Over 16 Percent of Hate Crimes Against Asian Americans Are Physical Assaults, Reveals New Data from Stop AAPI Hate
Stop AAPI Hate released new data revealing that Indian Americans represented two percent of those who reported a hate crime; the overwhelming majority of those experiencing hate were Chinese Americans. (Stop AAPI Hate image)
By SUNITA SOHRABJI/India-West Staff Reporter
More than 16 percent of hate crimes against Asian Americans over the past 20 months have been physical assaults, revealed the organization Stop AAPI Hate in new data released Nov. 18.
Stop AAPI Hate was founded in March 2020, as Asian Americans experienced unprecedented levels of hate speech and violence, largely fueled by former President Donald Trump, who blamed Chinese people for the Covid-19 pandemic. The organization launched a web portal so that the community could self-report hate crimes in a variety of Asian languages, including Hindi, Punjabi, and Urdu.

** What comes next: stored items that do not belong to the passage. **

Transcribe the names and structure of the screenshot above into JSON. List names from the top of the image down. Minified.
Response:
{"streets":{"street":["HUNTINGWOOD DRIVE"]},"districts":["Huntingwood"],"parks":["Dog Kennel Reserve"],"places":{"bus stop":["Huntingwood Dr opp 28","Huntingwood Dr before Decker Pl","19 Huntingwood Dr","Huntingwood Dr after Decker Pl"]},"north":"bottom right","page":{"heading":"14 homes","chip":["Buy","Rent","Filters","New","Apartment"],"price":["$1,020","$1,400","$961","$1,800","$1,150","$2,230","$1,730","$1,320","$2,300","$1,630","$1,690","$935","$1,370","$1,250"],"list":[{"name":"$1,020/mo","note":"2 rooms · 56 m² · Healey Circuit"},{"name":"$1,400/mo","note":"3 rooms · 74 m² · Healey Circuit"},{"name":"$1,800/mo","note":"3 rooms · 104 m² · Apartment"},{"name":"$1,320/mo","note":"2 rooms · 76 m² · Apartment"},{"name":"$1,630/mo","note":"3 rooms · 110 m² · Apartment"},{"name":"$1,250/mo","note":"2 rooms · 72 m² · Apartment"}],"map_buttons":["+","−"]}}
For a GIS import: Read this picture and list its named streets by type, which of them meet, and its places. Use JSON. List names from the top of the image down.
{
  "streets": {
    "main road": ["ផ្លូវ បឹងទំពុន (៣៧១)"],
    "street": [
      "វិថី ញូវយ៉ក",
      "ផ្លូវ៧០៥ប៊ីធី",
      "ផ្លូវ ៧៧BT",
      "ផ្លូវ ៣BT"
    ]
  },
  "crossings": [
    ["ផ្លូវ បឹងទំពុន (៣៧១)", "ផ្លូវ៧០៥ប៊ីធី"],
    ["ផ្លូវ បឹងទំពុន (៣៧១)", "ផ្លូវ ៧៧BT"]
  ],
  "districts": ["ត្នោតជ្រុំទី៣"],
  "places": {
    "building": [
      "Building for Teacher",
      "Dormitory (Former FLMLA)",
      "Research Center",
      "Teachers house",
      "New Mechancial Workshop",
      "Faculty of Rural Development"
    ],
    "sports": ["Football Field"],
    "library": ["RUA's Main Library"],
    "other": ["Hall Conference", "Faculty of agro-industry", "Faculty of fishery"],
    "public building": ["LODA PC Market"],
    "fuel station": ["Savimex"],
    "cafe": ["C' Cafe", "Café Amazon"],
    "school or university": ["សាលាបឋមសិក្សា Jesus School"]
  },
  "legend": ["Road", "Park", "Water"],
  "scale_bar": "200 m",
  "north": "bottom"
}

Since its inception, Stop AAPI Hate has logged 10,370 hate incidents; over two-thirds were verbal harassment or hate speech. Based on the data collected, Stop AAPI Hate believes that one out of every five Asian Americans has experienced some manner of hate over the past 20 months.
Almost one-third of Asian American parents responding to a survey said their child had faced a hate incident at school.
Earlier this year, Indian American social activist Manju Kulkarni, co-founder of Stop AAPI Hate, told India-West she would not be surprised to see a backlash against Indian Americans as the term “India virus” made its presence on social media, following the revelation that the Delta variant — now the predominant variant across the world — was first identified in India.
Indian Americans represented two percent of those who reported a hate crime; the overwhelming majority of those experiencing hate were Chinese Americans. But on social media, in the months of April and May when India was experiencing a huge wave of Covid infections, with an estimated 10,000 people dying per day according to public health experts, tweets began emerging blaming Indians for the spread of the virus.
Kulkarni had shared with India-West several reports to Stop AAPI Hate of Indian Americans who experienced hate-based harassment. In one incident, a New Hampshire resident reported: “A neighbor kicked on our apartment’s door, screaming racial slurs (“towel head”), insults and abusive language. She threatened us to ‘Take it to the streets.’”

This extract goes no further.